As áreas de Física e Química brasileiras têm muito a ganhar e a oferecer dentro desse plano. Com sua longa tradição de excelência acadêmica e inovação, nossos pesquisadores podem usufruir dos recursos disponibilizados para expandir suas pesquisas e impulsionar o uso da IA em projetos que promovam tanto o progresso científico quanto benefícios sociais concretos. A IA tem o potencial de transformar a forma como conduzimos pesquisas, desde a modelagem de processos químicos complexos até a simulação de fenômenos físicos ainda não tão bem compreendidos. No entanto, para que isso ocorra de maneira ética, é essencial que os pesquisadores brasileiros se envolvam de forma ativa na implementação dessas tecnologias, garantindo que o desenvolvimento da IA esteja alinhado com os princípios de responsabilidade e impacto social positivo, sem se deixarem seduzir por uma promessa prometéica meramente tecnocrática desalinhada da ética no exercício da função social do cientista.
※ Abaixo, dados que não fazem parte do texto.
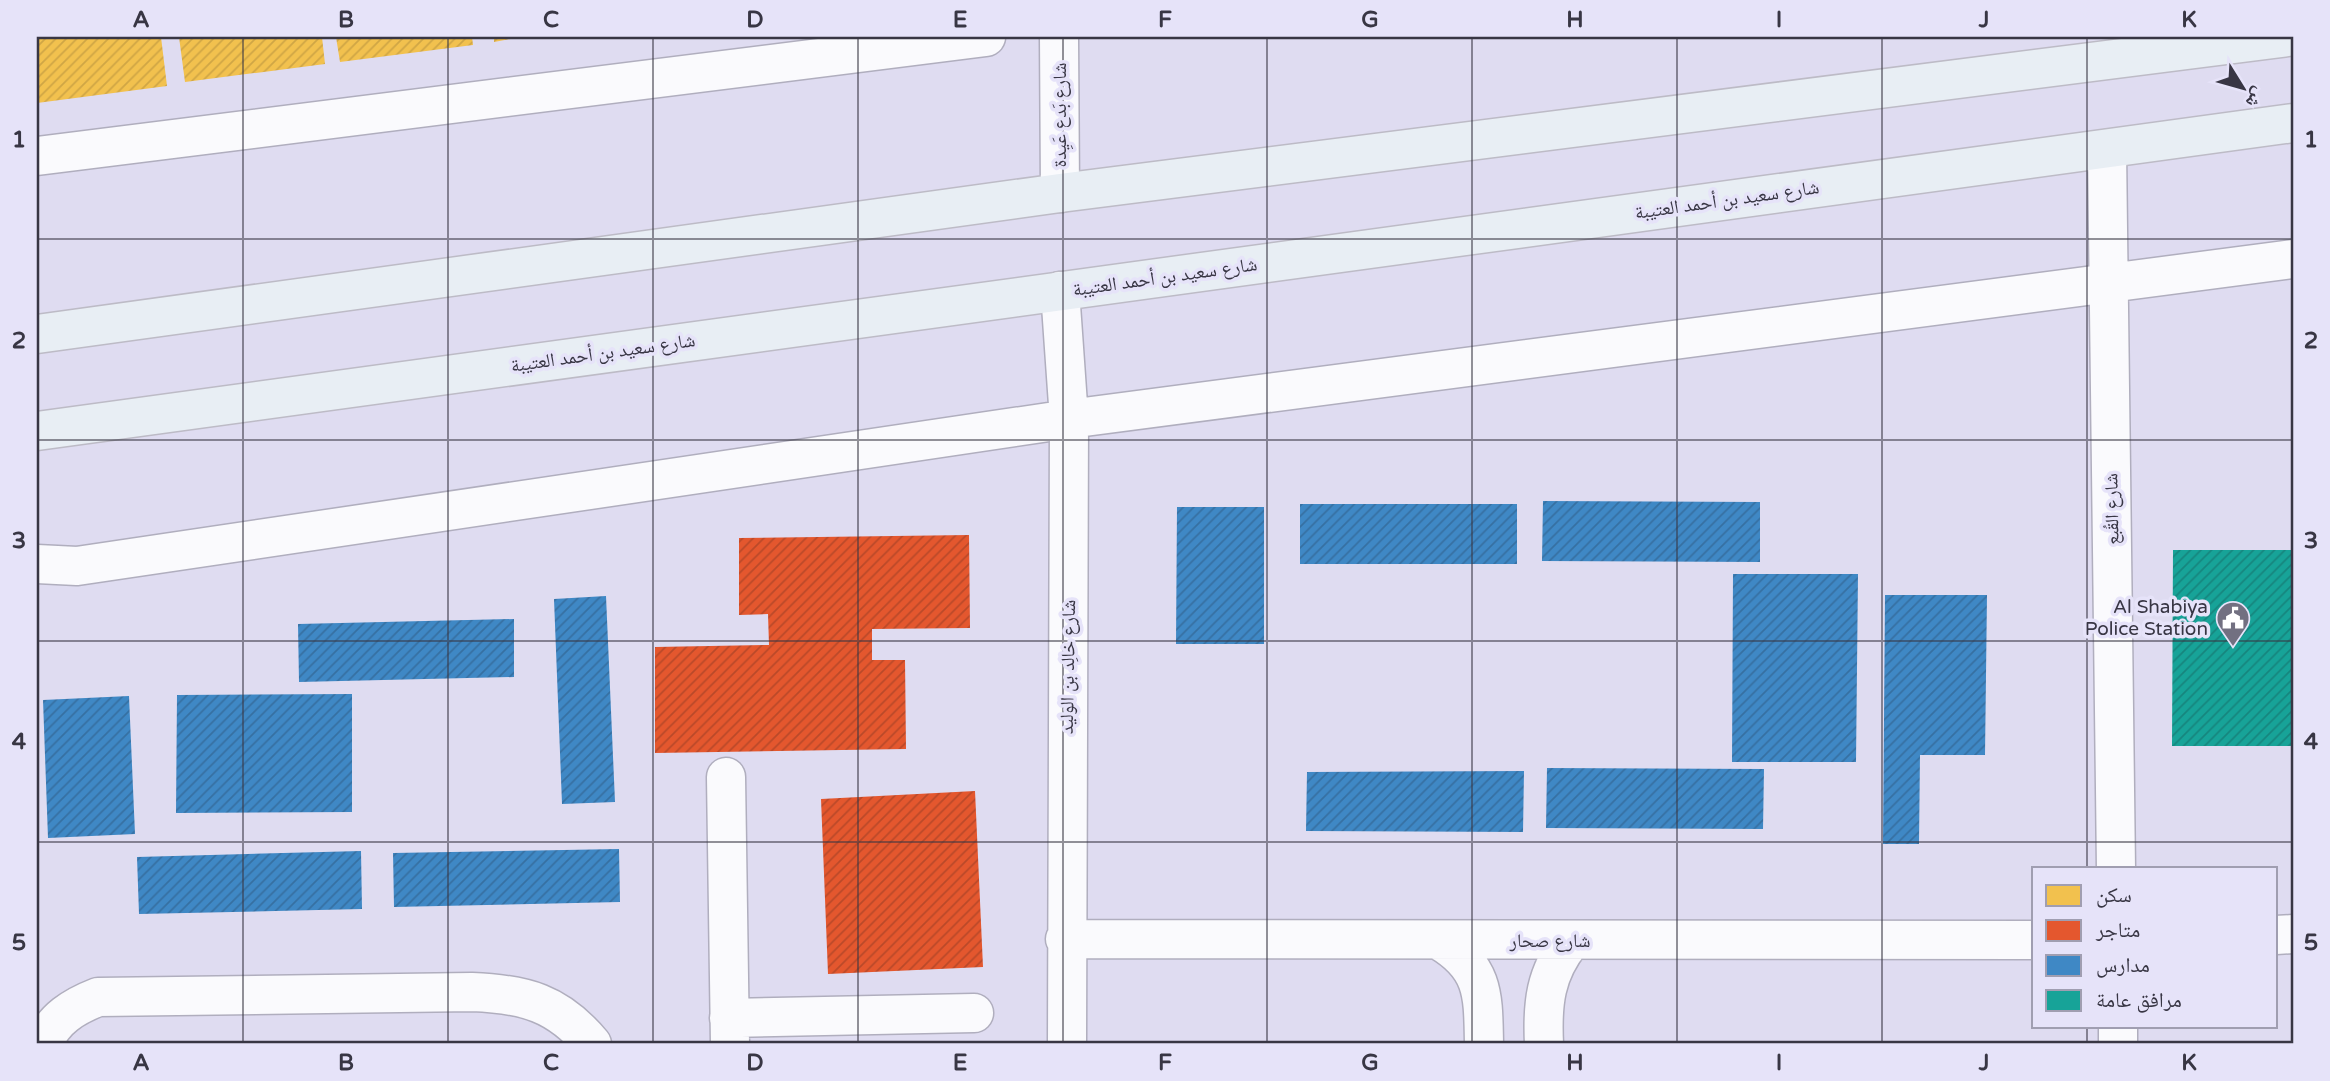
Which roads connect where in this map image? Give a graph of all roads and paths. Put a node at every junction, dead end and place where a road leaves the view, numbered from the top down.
1 (986, 37) edge
2 (1059, 37) edge
3 (2288, 37) edge
4 (2293, 122) edge
5 (2107, 149) junction
6 (37, 156) edge
7 (1060, 193) junction
8 (2293, 258) edge
9 (2106, 284) junction
10 (1059, 291) junction
11 (42, 326) edge
12 (1069, 419) junction
13 (37, 431) edge
14 (37, 564) edge
15 (726, 777) dead end
16 (2116, 867) edge
17 (1065, 939) junction
18 (2032, 940) edge
19 (1440, 941) junction
20 (1571, 941) junction
21 (974, 1013) dead end
22 (729, 1031) edge
23 (44, 1044) edge
24 (558, 1044) edge
25 (592, 1044) edge
26 (1067, 1044) edge
27 (1484, 1044) edge
28 (1544, 1044) edge

1 - 6 street
2 - 7 street, شارع بَدع عَيِدة
3 - 7 main road
4 - 5 main road, شارع سعيد بن أحمد العتيبة
5 - 9 street, شارع القُبع
5 - 10 main road, شارع سعيد بن أحمد العتيبة
7 - 11 main road
8 - 9 street
9 - 12 street
9 - 16 street, شارع القُبع
10 - 12 street, شارع خالِد بن الوليد
10 - 13 main road, شارع سعيد بن أحمد العتيبة
12 - 14 street
12 - 17 street, شارع خالِد بن الوليد
15 - 22 street
17 - 19 street, شارع صحار
17 - 26 street, شارع خالِد بن الوليد
18 - 20 street, شارع صحار
19 - 20 street, شارع صحار
19 - 27 street
20 - 28 street
21 - 22 street
23 - 25 street
24 - 25 street

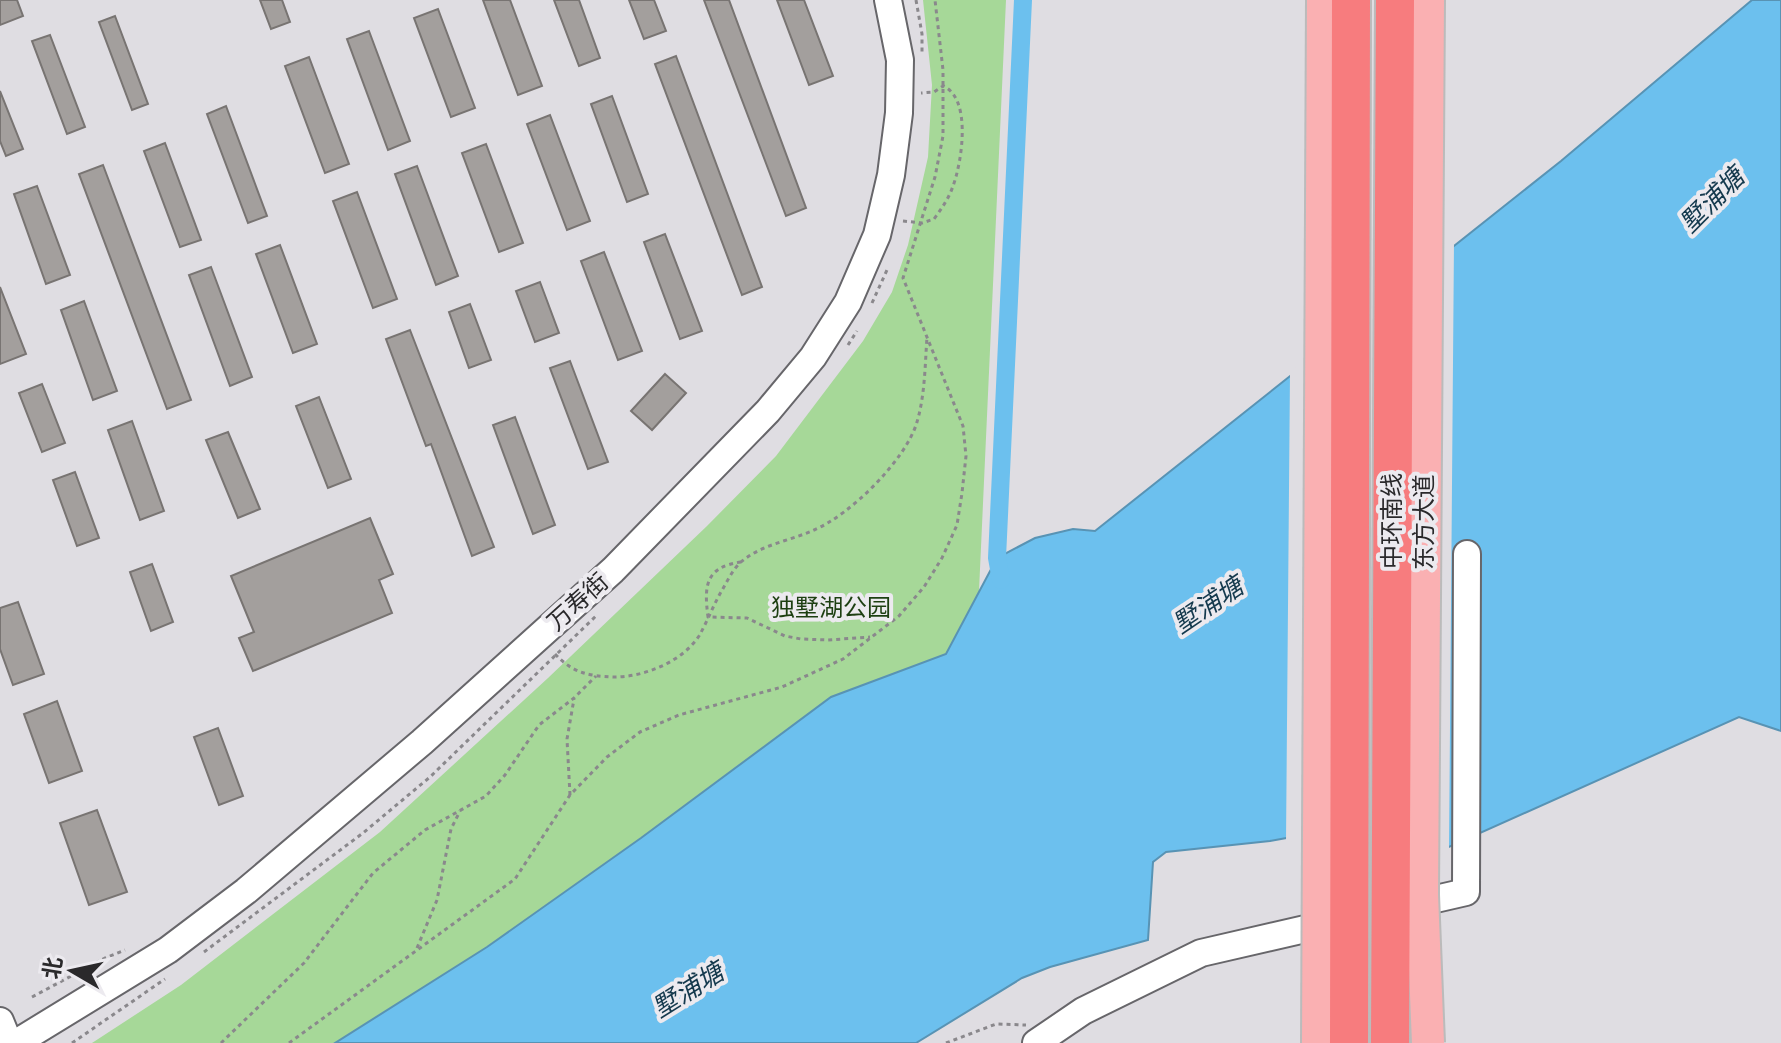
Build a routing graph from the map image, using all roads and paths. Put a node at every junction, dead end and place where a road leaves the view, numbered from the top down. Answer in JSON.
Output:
{"nodes":[{"id":1,"x":888,"y":0,"type":"edge"},
{"id":2,"x":902,"y":0,"type":"edge"},
{"id":3,"x":935,"y":0,"type":"edge"},
{"id":4,"x":1323,"y":0,"type":"edge"},
{"id":5,"x":1351,"y":0,"type":"edge"},
{"id":6,"x":1395,"y":0,"type":"edge"},
{"id":7,"x":1428,"y":0,"type":"edge"},
{"id":8,"x":943,"y":86,"type":"junction"},
{"id":9,"x":921,"y":93,"type":"dead end"},
{"id":10,"x":903,"y":221,"type":"dead end"},
{"id":11,"x":920,"y":223,"type":"junction"},
{"id":12,"x":927,"y":333,"type":"junction"},
{"id":13,"x":1467,"y":554,"type":"dead end"},
{"id":14,"x":741,"y":562,"type":"junction"},
{"id":15,"x":708,"y":617,"type":"junction"},
{"id":16,"x":874,"y":636,"type":"junction"},
{"id":17,"x":550,"y":649,"type":"junction"},
{"id":18,"x":596,"y":676,"type":"junction"},
{"id":19,"x":574,"y":698,"type":"junction"},
{"id":20,"x":570,"y":795,"type":"junction"},
{"id":21,"x":460,"y":811,"type":"junction"},
{"id":22,"x":128,"y":949,"type":"dead end"},
{"id":23,"x":417,"y":950,"type":"junction"},
{"id":24,"x":32,"y":997,"type":"dead end"},
{"id":25,"x":0,"y":1021,"type":"edge"},
{"id":26,"x":1035,"y":1034,"type":"edge"},
{"id":27,"x":9,"y":1043,"type":"edge"},
{"id":28,"x":16,"y":1043,"type":"edge"},
{"id":29,"x":48,"y":1043,"type":"edge"},
{"id":30,"x":221,"y":1043,"type":"edge"},
{"id":31,"x":289,"y":1043,"type":"edge"},
{"id":32,"x":946,"y":1043,"type":"edge"},
{"id":33,"x":1318,"y":1043,"type":"edge"},
{"id":34,"x":1349,"y":1043,"type":"edge"},
{"id":35,"x":1390,"y":1043,"type":"edge"},
{"id":36,"x":1428,"y":1043,"type":"edge"}],
"edges":[{"from":1,"to":28,"type":"street","name":"万寿街"},
{"from":2,"to":17,"type":"street","name":"万寿街"},
{"from":3,"to":8,"type":"path"},
{"from":4,"to":33,"type":"main road","bridge":true},
{"from":5,"to":34,"type":"highway","name":"中环南线","bridge":true},
{"from":6,"to":35,"type":"highway","name":"中环南线","bridge":true},
{"from":7,"to":36,"type":"main road","name":"东方大道","bridge":true},
{"from":8,"to":9,"type":"path"},
{"from":8,"to":11,"type":"path"},
{"from":8,"to":11,"type":"path"},
{"from":10,"to":11,"type":"path"},
{"from":11,"to":12,"type":"path"},
{"from":12,"to":14,"type":"path"},
{"from":12,"to":16,"type":"path"},
{"from":13,"to":26,"type":"street"},
{"from":14,"to":15,"type":"path"},
{"from":14,"to":15,"type":"path"},
{"from":15,"to":16,"type":"path"},
{"from":15,"to":18,"type":"path"},
{"from":16,"to":20,"type":"path"},
{"from":17,"to":18,"type":"path"},
{"from":17,"to":29,"type":"street","name":"万寿街"},
{"from":18,"to":19,"type":"path"},
{"from":19,"to":20,"type":"path"},
{"from":19,"to":21,"type":"path"},
{"from":20,"to":23,"type":"path"},
{"from":21,"to":23,"type":"path"},
{"from":21,"to":30,"type":"path"},
{"from":22,"to":24,"type":"path"},
{"from":23,"to":31,"type":"path"},
{"from":25,"to":27,"type":"street"},
{"from":26,"to":32,"type":"path"}]}
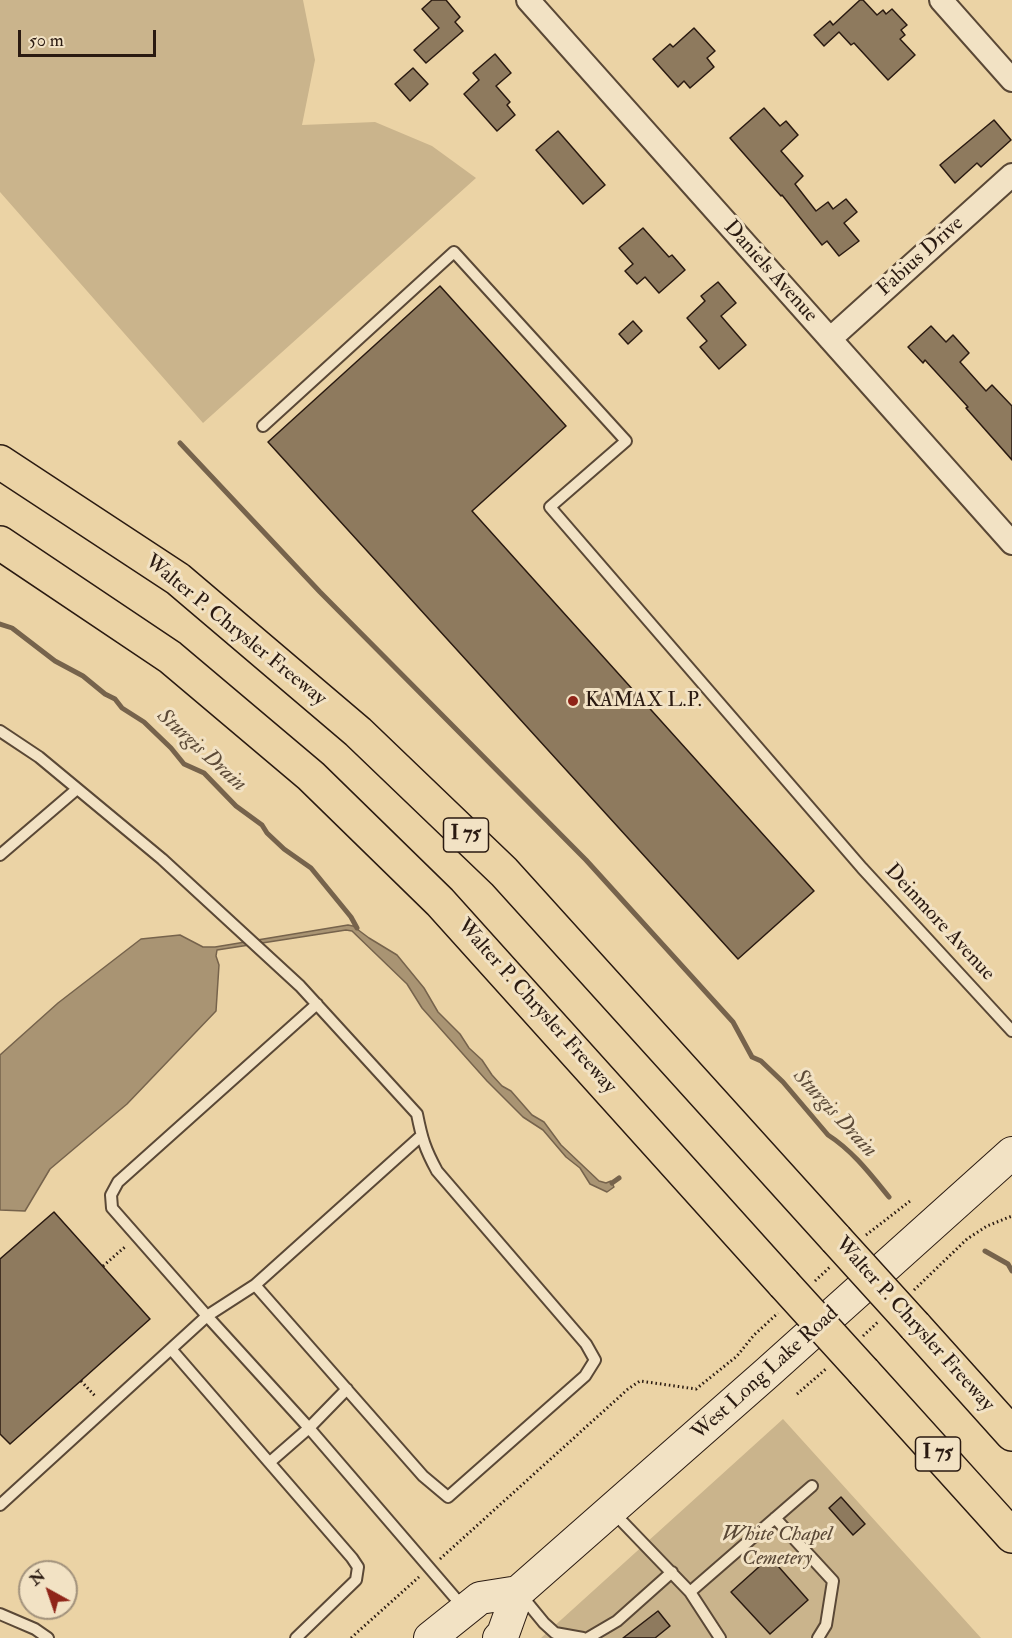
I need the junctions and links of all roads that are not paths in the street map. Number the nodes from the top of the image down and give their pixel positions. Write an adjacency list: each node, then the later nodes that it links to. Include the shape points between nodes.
1 (528, 0): 5 (street, Daniels Avenue)
2 (941, 0): 3 (street)
3 (1012, 80)
4 (1012, 176): 5 (street, Fabius Drive)
5 (830, 339): 9 (street, Daniels Avenue)
6 (263, 426): 14 (lane, Deinmore Avenue, via 454,252 626,441 550,507 862,868)
7 (0, 462): 22 (highway, Walter P. Chrysler Freeway / I 75, bridge, via 178,579 358,732 504,872)
8 (0, 543): 28 (highway, Walter P. Chrysler Freeway / I 75, bridge, via 170,657 311,777 440,902)
9 (1012, 543)
10 (0, 731): 11 (lane)
11 (77, 789): 12 (lane); 13 (lane, via 162,859)
12 (0, 855)
13 (316, 1004): 15 (lane, via 417,1114); 18 (lane, via 118,1182 111,1195 111,1208)
14 (1012, 1031)
15 (422, 1136): 17 (lane); 20 (lane, via 437,1171 586,1344 595,1360 585,1376 448,1497 423,1476)
16 (1012, 1153): 26 (main road, West Long Lake Road)
17 (255, 1285): 18 (lane); 20 (lane)
18 (207, 1316): 19 (lane); 21 (lane)
19 (171, 1350): 23 (lane); 25 (lane)
20 (347, 1389): 21 (lane)
21 (309, 1428): 23 (lane); 32 (lane)
22 (1012, 1434)
23 (270, 1462): 35 (lane, via 358,1568 356,1580)
24 (812, 1486): 27 (lane)
25 (0, 1505)
26 (612, 1511): 29 (lane); 30 (main road, West Long Lake Road)
27 (775, 1518): 31 (lane); 40 (lane, via 833,1581 826,1625)
28 (1012, 1536)
29 (672, 1572): 31 (lane); 38 (lane, via 617,1621)
30 (518, 1592): 32 (main road, via 480,1598); 37 (main road, West Long Lake Road); 38 (lane, via 555,1633)
31 (690, 1592): 39 (lane)
32 (465, 1610): 36 (main road)
33 (0, 1614): 34 (lane)
34 (48, 1638)
35 (296, 1638)
36 (430, 1638)
37 (499, 1638)
38 (586, 1638)
39 (720, 1638)
40 (818, 1638)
Nesse sentido, o Projeto IA Responsável, coordenado pela Cátedra Oscar Sala do Instituto de Estudos Avançados da USP, oferece um caminho valioso para a comunidade científica brasileira. Ao explorar questões técnicas, sociais, legais e institucionais relativas à IA, o projeto busca criar um diálogo interdisciplinar que possibilite a construção de uma governança digital responsável. A Física e a Química podem desempenhar um papel fundamental nesse processo, contribuindo para que as aplicações da IA avancem de forma a trazer benefícios à saúde, educação, trabalho e outros setores essenciais da sociedade. A comunidade acadêmica brasileira da Física e da Química é chamada, agora, a participar de forma ativa desse movimento, promovendo uma IA que, além de eficiente, seja inclusiva, ética e verdadeiramente transformadora. Ao aceitarmos esse desafio, podemos não apenas moldar o futuro da ciência no Brasil, mas também garantir que a IA se torne uma ferramenta de justiça social e progresso para todos, e não apenas para alguns poucos privilegiados.